Di tengah tren modernisasi pesantren, Kyai Asep juga mengingatkan agar semangat ekonomi jangan sampai menenggelamkan ruh pendidikan.
“Banyak pesantren terlalu fokus ke ekonomi, tapi lupa pada tujuan akademik santri. Sebaliknya, ada yang hanya fokus pada ilmu agama dan melupakan ilmu dunia. Amanatul Ummah berusaha menafikan dikotomi itu. Agama dan ilmu umum harus berjalan seiring, karena keduanya adalah jalan menuju kemuliaan,” tuturnya.
Dengan filosofi itu, Amanatul Ummah menempatkan dirinya sebagai pesantren yang bukan hanya mencetak hafidz dan ulama, tapi juga ilmuwan, ekonom, dan teknokrat muslim. Tak heran, lulusannya banyak diterima di universitas-universitas top dunia, terutama di fakultas sains dan teknologi.

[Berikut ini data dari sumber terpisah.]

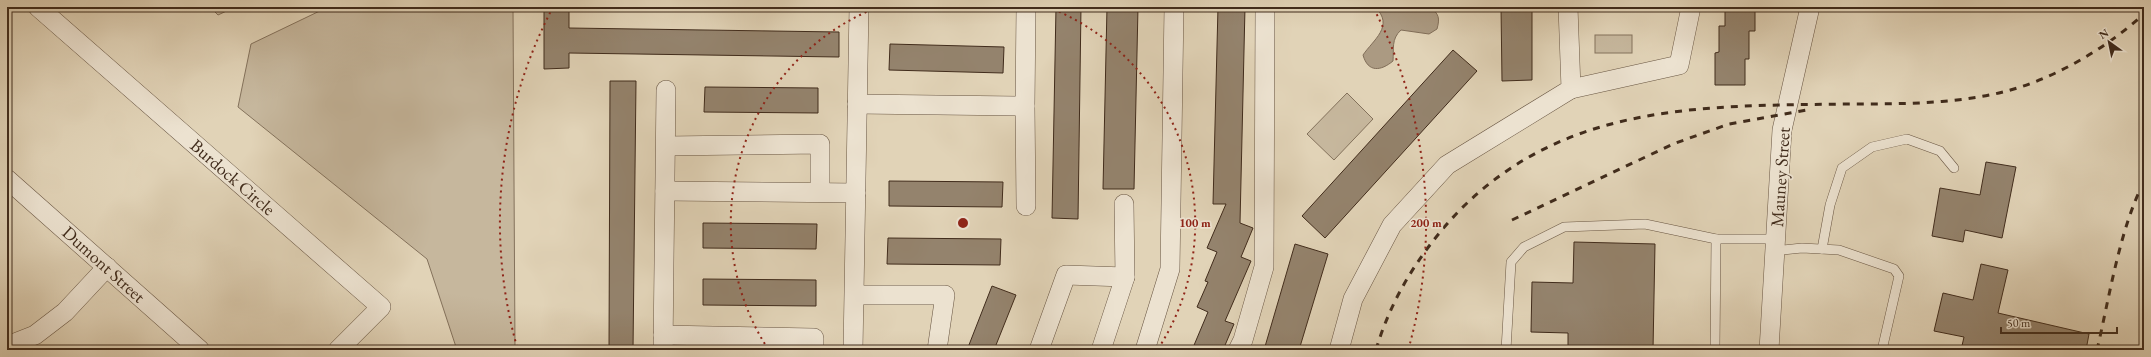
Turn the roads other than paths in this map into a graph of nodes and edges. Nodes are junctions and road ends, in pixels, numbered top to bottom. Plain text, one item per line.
1 (38, 7) edge
2 (859, 7) edge
3 (1026, 7) edge
4 (1174, 7) edge
5 (1265, 7) edge
6 (1568, 7) edge
7 (1691, 7) edge
8 (1810, 7) edge
9 (1571, 89) junction
10 (666, 90) dead end
11 (857, 104) junction
12 (1025, 106) junction
13 (666, 146) junction
14 (1954, 168) dead end
15 (7, 179) edge
16 (665, 191) junction
17 (820, 192) junction
18 (856, 193) junction
19 (1124, 204) dead end
20 (1026, 206) dead end
21 (1716, 239) junction
22 (1775, 245) junction
23 (1822, 249) junction
24 (107, 267) junction
25 (1124, 277) junction
26 (855, 295) junction
27 (663, 343) edge
28 (7, 346) edge
29 (200, 350) edge
30 (338, 350) edge
31 (814, 350) edge
32 (853, 350) edge
33 (937, 350) edge
34 (1039, 350) edge
35 (1100, 350) edge
36 (1145, 350) edge
37 (1238, 350) edge
38 (1339, 350) edge
39 (1506, 350) edge
40 (1715, 350) edge
41 (1769, 350) edge
42 (1882, 350) edge

1 - 30 street, Burdock Circle
2 - 11 street
3 - 12 street
4 - 36 street
5 - 37 street
6 - 9 street
7 - 9 street
8 - 22 street, Mauney Street
9 - 38 street
10 - 13 street
11 - 12 street
11 - 18 street
12 - 20 street
13 - 16 street
13 - 17 street
14 - 23 lane
15 - 24 street, Dumont Street
16 - 17 street
16 - 27 street
17 - 18 street
18 - 26 street
19 - 25 street
21 - 22 lane
21 - 39 lane
21 - 40 lane
22 - 23 lane
22 - 41 street, Mauney Street
23 - 42 lane
24 - 28 street
24 - 29 street, Dumont Street
25 - 34 street
25 - 35 street
26 - 32 street
26 - 33 street
27 - 31 street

Kunjungan BI Jawa Barat bersama rombongan ke Amanatul Ummah untuk studi biru menjadi simbol penting kolaborasi antara sektor keuangan syariah dan dunia pendidikan Islam. Dalam sambutan penutup, pihak pesantren menyampaikan rasa terima kasih yang mendalam.
“Sebagai mitra strategis dalam perjuangan besar kita membangun kemandirian ekonomi umat islam melalui penguatan peran pesantren,” ujarnya.
Kegiatan ini bukan sekadar kunjungan, tetapi pengakuan simbolik bahwa ekonomi syariah dan penguatan pesantren bukan dua dunia yang terpisah.
Bahwa kemandirian ekonomi umat bisa dimulai dari mandirinya pesantren tempat santri menimba ilmu, dari koperasi kecil di pesantren, dari tangan-tangan yang dulu hanya memegang kitab, kini juga memegang neraca keuangan.
Dan dari Pacet yang sejuk inilah, mimpi besar itu dimulai bahwa pesantren bisa menjadi pusat ekonomi baru yang berpijak pada iman, bergerak dengan ilmu, dan berlari bersama teknologi.